«Beppe, tragedia, preparati che qui sono davvero tutti maschi!». Il mio primo giorno di università inizia con l’sms di un amico di vecchia data – iscritto insieme a me al Politecnico di Milano – che anticipa lo spettacolo di cui poco dopo sarei stato testimone. È inutile fare finta di niente: la prima cosa che cattura l’attenzione quando si entra in un campus d’ingegneria non sono i laboratori attrezzati, le aule d’informatica, o le strutture ampie e moderne. Per un ragazzo non ancora 20enne, la visione di un’aula quasi interamente maschile provoca un inevitabile senso di nausea.

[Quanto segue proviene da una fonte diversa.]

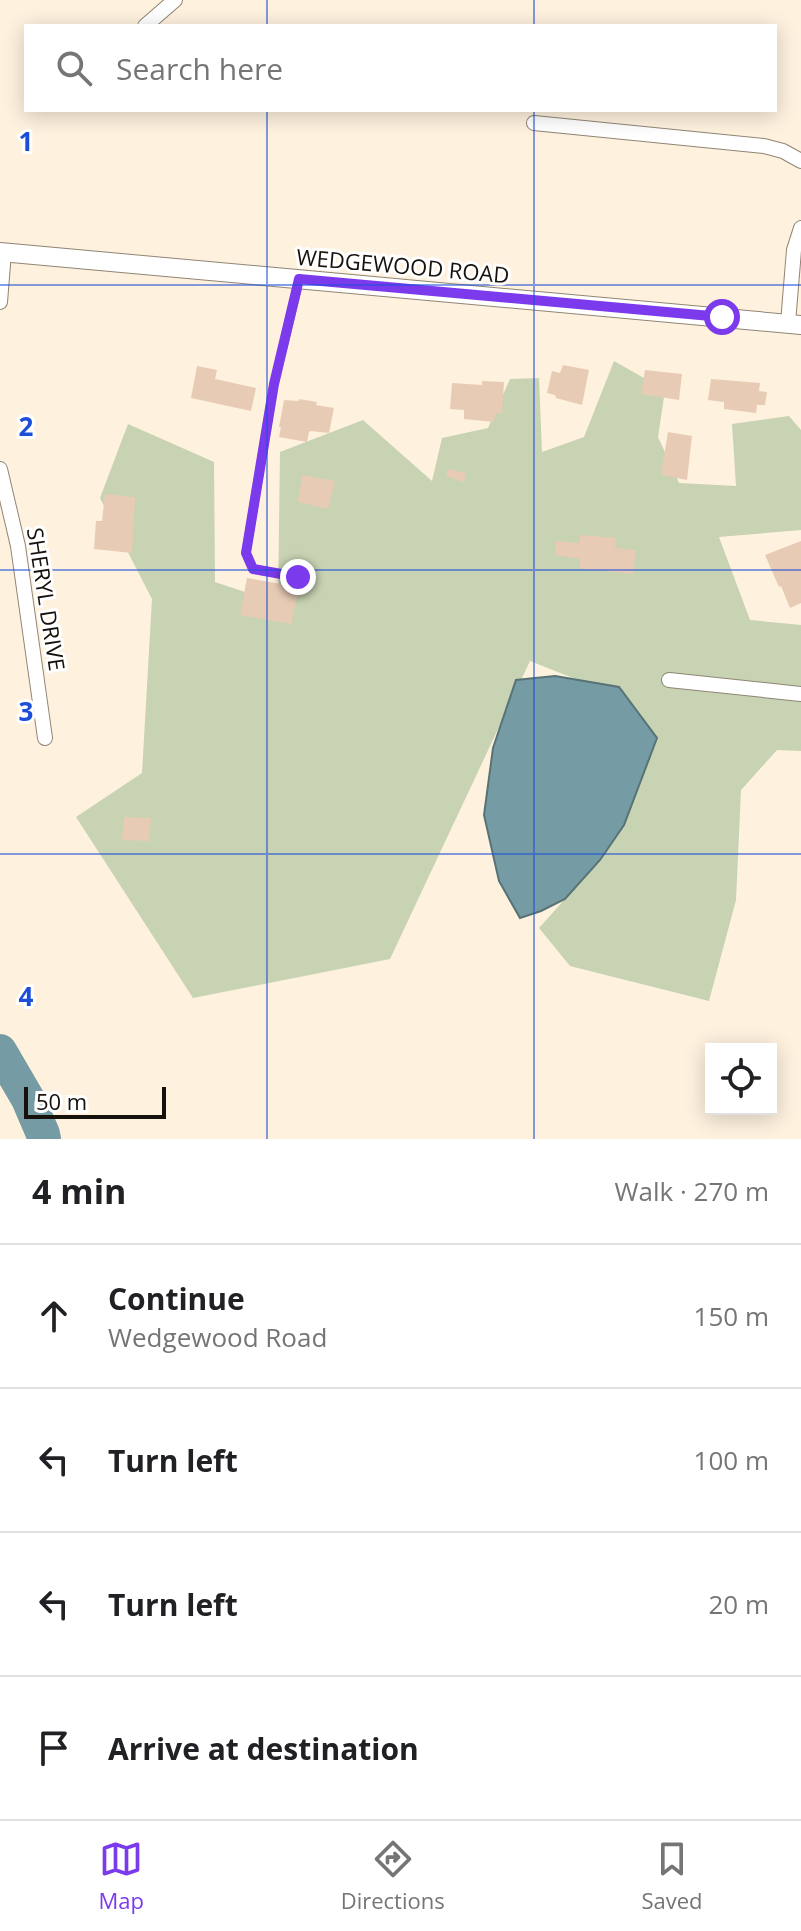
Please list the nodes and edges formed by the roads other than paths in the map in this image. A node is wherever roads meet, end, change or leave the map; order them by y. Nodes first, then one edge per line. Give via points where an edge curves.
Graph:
1 (175, 0) edge
2 (147, 24) edge
3 (534, 123) dead end
4 (801, 161) edge
5 (801, 228) edge
6 (2, 252) edge
7 (299, 279) junction
8 (0, 302) edge
9 (794, 324) edge
10 (0, 469) edge
11 (298, 577) dead end
12 (669, 680) dead end
13 (801, 694) edge
14 (45, 738) dead end

1 - 2 street
3 - 4 street via 764,146
5 - 9 street via 794,250
6 - 7 street, WEDGEWOOD ROAD
6 - 8 street
7 - 9 street, WEDGEWOOD ROAD
7 - 11 lane via 274,384 246,553 253,569
10 - 14 street, SHERYL DRIVE via 18,546
12 - 13 street

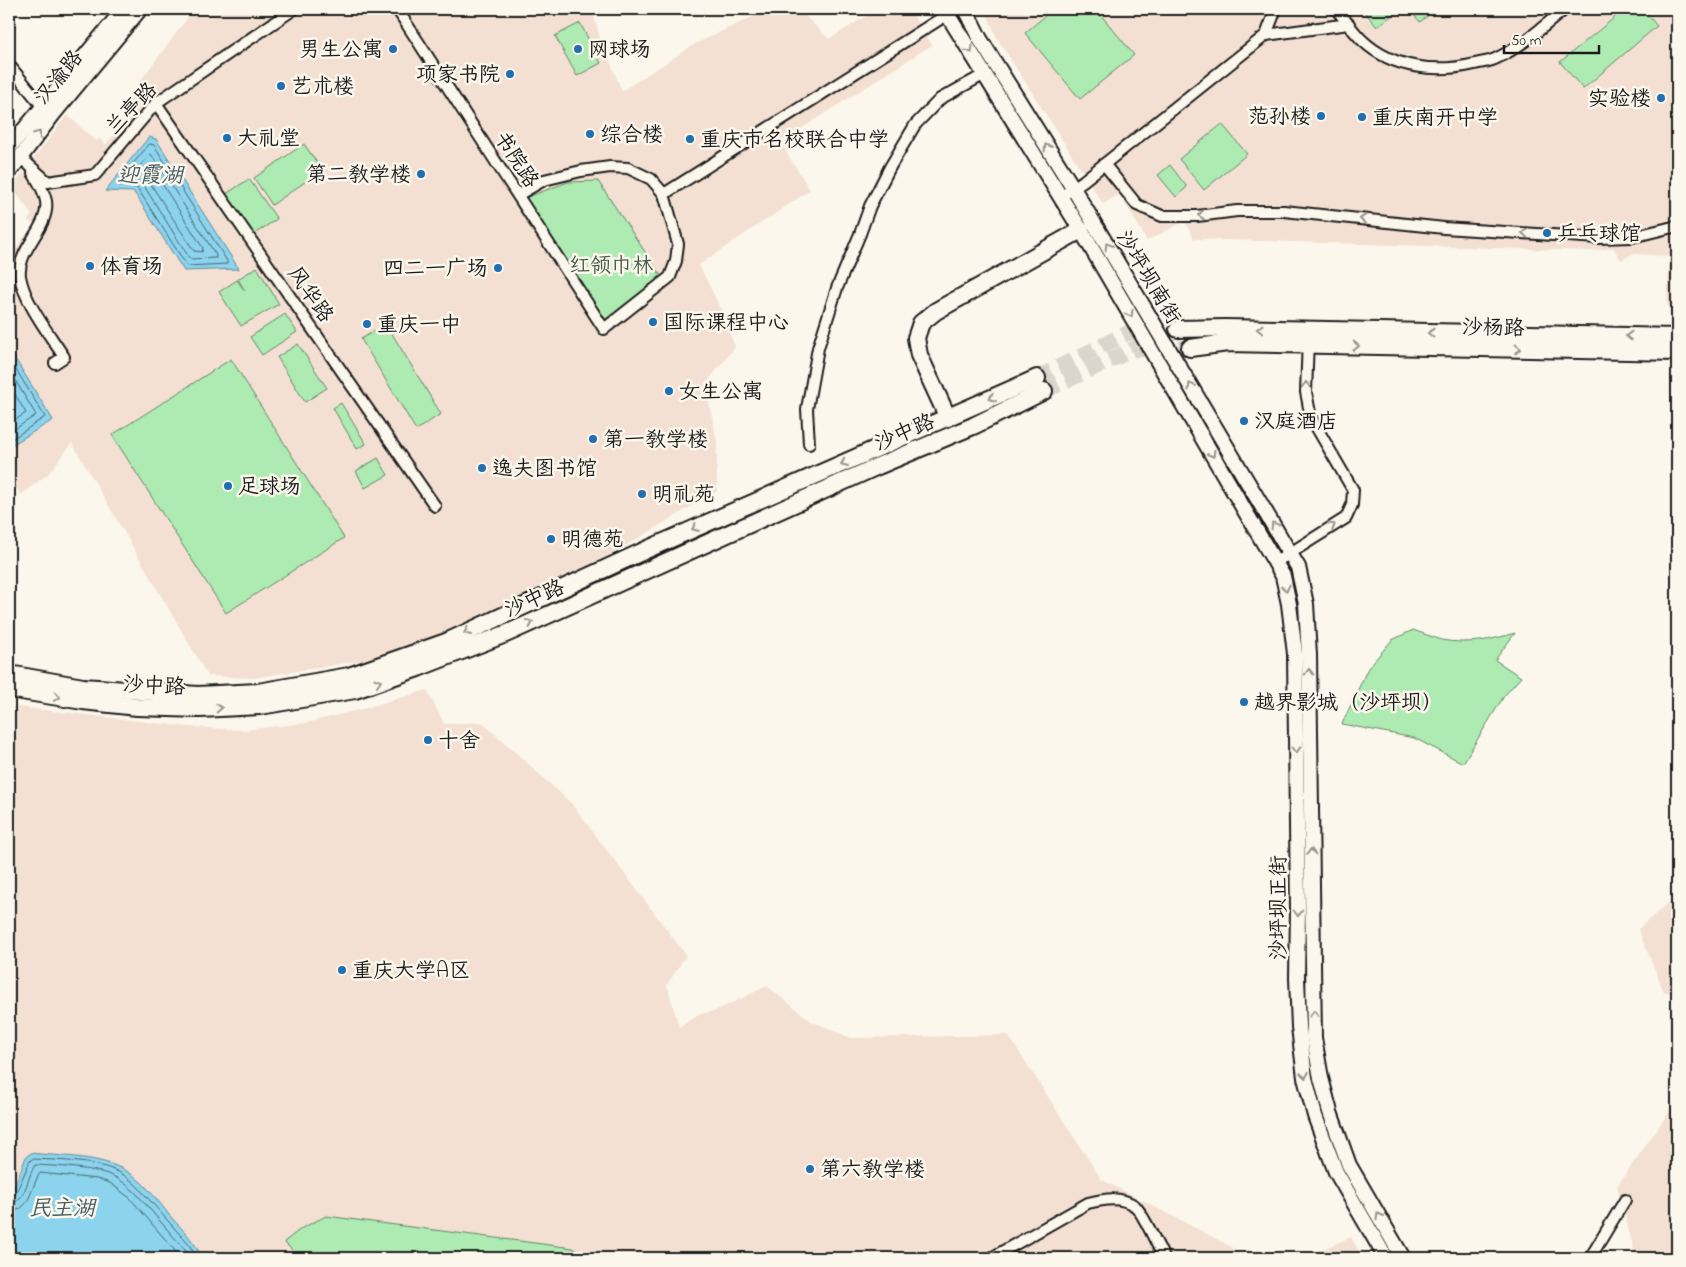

I dati purtroppo confermano le impressioni visive. Nell’anno accademico 2008-2009 le matricole d’ingegneria meccanica al Politecnico risultano essere complessivamente 455, di cui donne solo 19 (dati Miur). Roba da far venire i brividi: stiamo parlando del 4% circa! Le cose migliorano se si vanno a spulciare i numeri degli altri corsi d’ingegneria. La parità si raggiunge solo nell’isolato caso di biomedica, dove si verifica addirittura il sorpasso: 74 ragazze su 144 iscritti totali (un inimmaginabile 51%). In totale, raggruppando tutti i corsi d’ingegneria si contano 4.969 matricole, di cui solo il 21% sono ragazze. Inutile dire che, se ci si limita a considerare i corsi d’ingegneria industriale (meccanica, energetica e aerospaziale), questo già poco esaltante risultato si abbassa ulteriormente. E non di poco.
È altrettanto evidente che la scarsa presenza di ragazze in queste facoltà è una delle cause principali della grande sproporzione tra uomini e donne che si ritrova poi nelle industrie vere e proprie.
Qui si pongono quindi alcune questioni fondamentali. Siamo sicuri che dietro questi numeri non si celino delle differenze concrete tra universo maschile e femminile? Queste diverse attitudini possono tradursi in scelte diverse anche nell’ambito della vita professionale? È lecito pensare che gli uomini possano essere più inclini a ricoprire certi ruoli rispetto alle donne, e viceversa?
Per non essere distratti da altre variabili, proviamo a considerare un contesto ideale in in cui sia garantita a tutti la medesima opportunità di scelta e di carriera. Partiamo dal presupposto che la scelta dell’università non sia legata a oneri o vincoli particolari, ma avvenga principalmente in base a stimoli e vocazioni personali (o perlomeno che i vincoli – qualora esistano – siano ripartiti parimenti tra i due sessi). È interessante quindi domandarsi se l’effettiva differenza tra le scelte dei ragazzi e delle ragazze sia dovuta a caratteristiche genetiche. Oppure, al contrario, se sia soltanto una delle tante conseguenze di una società che propone modelli diversi per i due sessi. In altre parole: uomini e donne sono davvero diversi oppure siamo noi che, mettendo un fiocco blu sulla culla dei maschietti e uno rosa su quella delle femminucce, indirizziamo i nuovi nati lungo cammini di crescita divisi che si rifletteranno, inconsciamente, anche nelle scelte future? Se da domani all’improvviso facessimo giocare i bambini con le bambole e le bambine con le automobili, tra 20 anni l’aula del Politecnico pullulerebbe di nuove iscritte?
Credo che rispondendo in modo univoco a questa domanda si cadrebbe necessariamente in semplificazioni. È difficile valutare fino a che punto le differenze siano naturali e fino a che punto, invece, siano dovute all’influenza dei nostri modelli socio-culturali. Quello che possiamo fare, finché non troviamo una risposta migliore, è impegnarci affinché le donne abbiano tutte le possibilità di scelta che troppo spesso sono state riservate “in esclusiva” all’universo maschile.